EXERCISE DIRECTIONS: Write out every line below with no difference at all.

(Records from a collection)
== Segment start ==

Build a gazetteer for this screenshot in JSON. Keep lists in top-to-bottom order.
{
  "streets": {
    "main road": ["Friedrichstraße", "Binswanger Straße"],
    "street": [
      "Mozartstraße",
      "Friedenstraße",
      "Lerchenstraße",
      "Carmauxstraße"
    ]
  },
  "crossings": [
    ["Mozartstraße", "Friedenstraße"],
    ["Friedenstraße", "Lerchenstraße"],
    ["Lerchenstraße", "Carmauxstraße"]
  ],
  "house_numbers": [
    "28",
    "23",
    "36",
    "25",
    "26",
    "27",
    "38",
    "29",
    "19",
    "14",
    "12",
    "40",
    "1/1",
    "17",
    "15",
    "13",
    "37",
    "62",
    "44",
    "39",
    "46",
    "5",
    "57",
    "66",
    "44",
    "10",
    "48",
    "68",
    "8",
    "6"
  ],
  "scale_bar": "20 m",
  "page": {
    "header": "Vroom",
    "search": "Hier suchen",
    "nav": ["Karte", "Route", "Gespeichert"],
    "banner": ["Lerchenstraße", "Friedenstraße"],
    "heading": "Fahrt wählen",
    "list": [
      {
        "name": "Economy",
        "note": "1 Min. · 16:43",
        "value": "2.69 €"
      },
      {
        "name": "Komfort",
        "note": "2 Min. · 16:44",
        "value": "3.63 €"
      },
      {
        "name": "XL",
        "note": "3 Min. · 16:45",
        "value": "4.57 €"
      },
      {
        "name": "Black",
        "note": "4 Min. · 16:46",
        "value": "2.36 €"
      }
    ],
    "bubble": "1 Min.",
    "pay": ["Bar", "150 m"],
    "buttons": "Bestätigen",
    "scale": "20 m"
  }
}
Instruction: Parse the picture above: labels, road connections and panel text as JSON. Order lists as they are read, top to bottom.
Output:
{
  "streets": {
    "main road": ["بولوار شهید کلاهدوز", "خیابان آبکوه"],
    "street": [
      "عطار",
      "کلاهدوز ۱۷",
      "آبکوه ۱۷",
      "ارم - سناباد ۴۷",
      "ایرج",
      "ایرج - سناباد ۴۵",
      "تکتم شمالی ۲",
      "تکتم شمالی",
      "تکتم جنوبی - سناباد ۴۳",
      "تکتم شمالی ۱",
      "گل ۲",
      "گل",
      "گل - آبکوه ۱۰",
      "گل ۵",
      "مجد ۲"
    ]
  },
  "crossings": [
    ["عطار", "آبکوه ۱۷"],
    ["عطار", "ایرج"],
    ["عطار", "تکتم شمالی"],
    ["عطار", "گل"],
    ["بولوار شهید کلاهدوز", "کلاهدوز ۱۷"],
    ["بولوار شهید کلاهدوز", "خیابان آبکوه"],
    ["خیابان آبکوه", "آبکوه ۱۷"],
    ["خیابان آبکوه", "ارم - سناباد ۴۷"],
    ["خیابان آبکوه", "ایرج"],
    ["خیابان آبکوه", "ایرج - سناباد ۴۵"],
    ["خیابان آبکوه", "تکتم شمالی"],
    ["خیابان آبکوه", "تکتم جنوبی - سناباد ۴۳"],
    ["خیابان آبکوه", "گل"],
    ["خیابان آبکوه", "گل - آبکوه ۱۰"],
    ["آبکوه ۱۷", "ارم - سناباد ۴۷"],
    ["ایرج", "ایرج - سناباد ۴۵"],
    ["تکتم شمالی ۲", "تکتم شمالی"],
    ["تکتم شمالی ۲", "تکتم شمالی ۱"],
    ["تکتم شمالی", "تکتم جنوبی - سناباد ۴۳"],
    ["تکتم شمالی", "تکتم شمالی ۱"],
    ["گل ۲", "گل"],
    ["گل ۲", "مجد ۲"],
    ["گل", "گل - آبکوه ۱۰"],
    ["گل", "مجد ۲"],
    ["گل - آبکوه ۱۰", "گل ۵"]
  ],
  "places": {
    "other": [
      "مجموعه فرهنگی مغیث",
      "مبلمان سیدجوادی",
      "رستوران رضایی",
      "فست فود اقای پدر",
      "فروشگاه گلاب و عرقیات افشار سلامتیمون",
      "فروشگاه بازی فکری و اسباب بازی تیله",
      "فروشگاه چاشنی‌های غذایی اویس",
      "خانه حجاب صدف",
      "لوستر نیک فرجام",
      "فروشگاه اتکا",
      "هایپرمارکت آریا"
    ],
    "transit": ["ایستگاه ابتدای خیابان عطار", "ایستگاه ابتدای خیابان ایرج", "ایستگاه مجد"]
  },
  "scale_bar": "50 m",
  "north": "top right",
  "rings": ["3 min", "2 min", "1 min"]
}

== Segment end ==

TASK RESULT:
Build a gazetteer for this screenshot in JSON. Keep lists in top-to-bottom order.
{
  "streets": {
    "main road": ["Friedrichstraße", "Binswanger Straße"],
    "street": [
      "Mozartstraße",
      "Friedenstraße",
      "Lerchenstraße",
      "Carmauxstraße"
    ]
  },
  "crossings": [
    ["Mozartstraße", "Friedenstraße"],
    ["Friedenstraße", "Lerchenstraße"],
    ["Lerchenstraße", "Carmauxstraße"]
  ],
  "house_numbers": [
    "28",
    "23",
    "36",
    "25",
    "26",
    "27",
    "38",
    "29",
    "19",
    "14",
    "12",
    "40",
    "1/1",
    "17",
    "15",
    "13",
    "37",
    "62",
    "44",
    "39",
    "46",
    "5",
    "57",
    "66",
    "44",
    "10",
    "48",
    "68",
    "8",
    "6"
  ],
  "scale_bar": "20 m",
  "page": {
    "header": "Vroom",
    "search": "Hier suchen",
    "nav": ["Karte", "Route", "Gespeichert"],
    "banner": ["Lerchenstraße", "Friedenstraße"],
    "heading": "Fahrt wählen",
    "list": [
      {
        "name": "Economy",
        "note": "1 Min. · 16:43",
        "value": "2.69 €"
      },
      {
        "name": "Komfort",
        "note": "2 Min. · 16:44",
        "value": "3.63 €"
      },
      {
        "name": "XL",
        "note": "3 Min. · 16:45",
        "value": "4.57 €"
      },
      {
        "name": "Black",
        "note": "4 Min. · 16:46",
        "value": "2.36 €"
      }
    ],
    "bubble": "1 Min.",
    "pay": ["Bar", "150 m"],
    "buttons": "Bestätigen",
    "scale": "20 m"
  }
}
Instruction: Parse the picture above: labels, road connections and panel text as JSON. Order lists as they are read, top to bottom.
Output:
{
  "streets": {
    "main road": ["بولوار شهید کلاهدوز", "خیابان آبکوه"],
    "street": [
      "عطار",
      "کلاهدوز ۱۷",
      "آبکوه ۱۷",
      "ارم - سناباد ۴۷",
      "ایرج",
      "ایرج - سناباد ۴۵",
      "تکتم شمالی ۲",
      "تکتم شمالی",
      "تکتم جنوبی - سناباد ۴۳",
      "تکتم شمالی ۱",
      "گل ۲",
      "گل",
      "گل - آبکوه ۱۰",
      "گل ۵",
      "مجد ۲"
    ]
  },
  "crossings": [
    ["عطار", "آبکوه ۱۷"],
    ["عطار", "ایرج"],
    ["عطار", "تکتم شمالی"],
    ["عطار", "گل"],
    ["بولوار شهید کلاهدوز", "کلاهدوز ۱۷"],
    ["بولوار شهید کلاهدوز", "خیابان آبکوه"],
    ["خیابان آبکوه", "آبکوه ۱۷"],
    ["خیابان آبکوه", "ارم - سناباد ۴۷"],
    ["خیابان آبکوه", "ایرج"],
    ["خیابان آبکوه", "ایرج - سناباد ۴۵"],
    ["خیابان آبکوه", "تکتم شمالی"],
    ["خیابان آبکوه", "تکتم جنوبی - سناباد ۴۳"],
    ["خیابان آبکوه", "گل"],
    ["خیابان آبکوه", "گل - آبکوه ۱۰"],
    ["آبکوه ۱۷", "ارم - سناباد ۴۷"],
    ["ایرج", "ایرج - سناباد ۴۵"],
    ["تکتم شمالی ۲", "تکتم شمالی"],
    ["تکتم شمالی ۲", "تکتم شمالی ۱"],
    ["تکتم شمالی", "تکتم جنوبی - سناباد ۴۳"],
    ["تکتم شمالی", "تکتم شمالی ۱"],
    ["گل ۲", "گل"],
    ["گل ۲", "مجد ۲"],
    ["گل", "گل - آبکوه ۱۰"],
    ["گل", "مجد ۲"],
    ["گل - آبکوه ۱۰", "گل ۵"]
  ],
  "places": {
    "other": [
      "مجموعه فرهنگی مغیث",
      "مبلمان سیدجوادی",
      "رستوران رضایی",
      "فست فود اقای پدر",
      "فروشگاه گلاب و عرقیات افشار سلامتیمون",
      "فروشگاه بازی فکری و اسباب بازی تیله",
      "فروشگاه چاشنی‌های غذایی اویس",
      "خانه حجاب صدف",
      "لوستر نیک فرجام",
      "فروشگاه اتکا",
      "هایپرمارکت آریا"
    ],
    "transit": ["ایستگاه ابتدای خیابان عطار", "ایستگاه ابتدای خیابان ایرج", "ایستگاه مجد"]
  },
  "scale_bar": "50 m",
  "north": "top right",
  "rings": ["3 min", "2 min", "1 min"]
}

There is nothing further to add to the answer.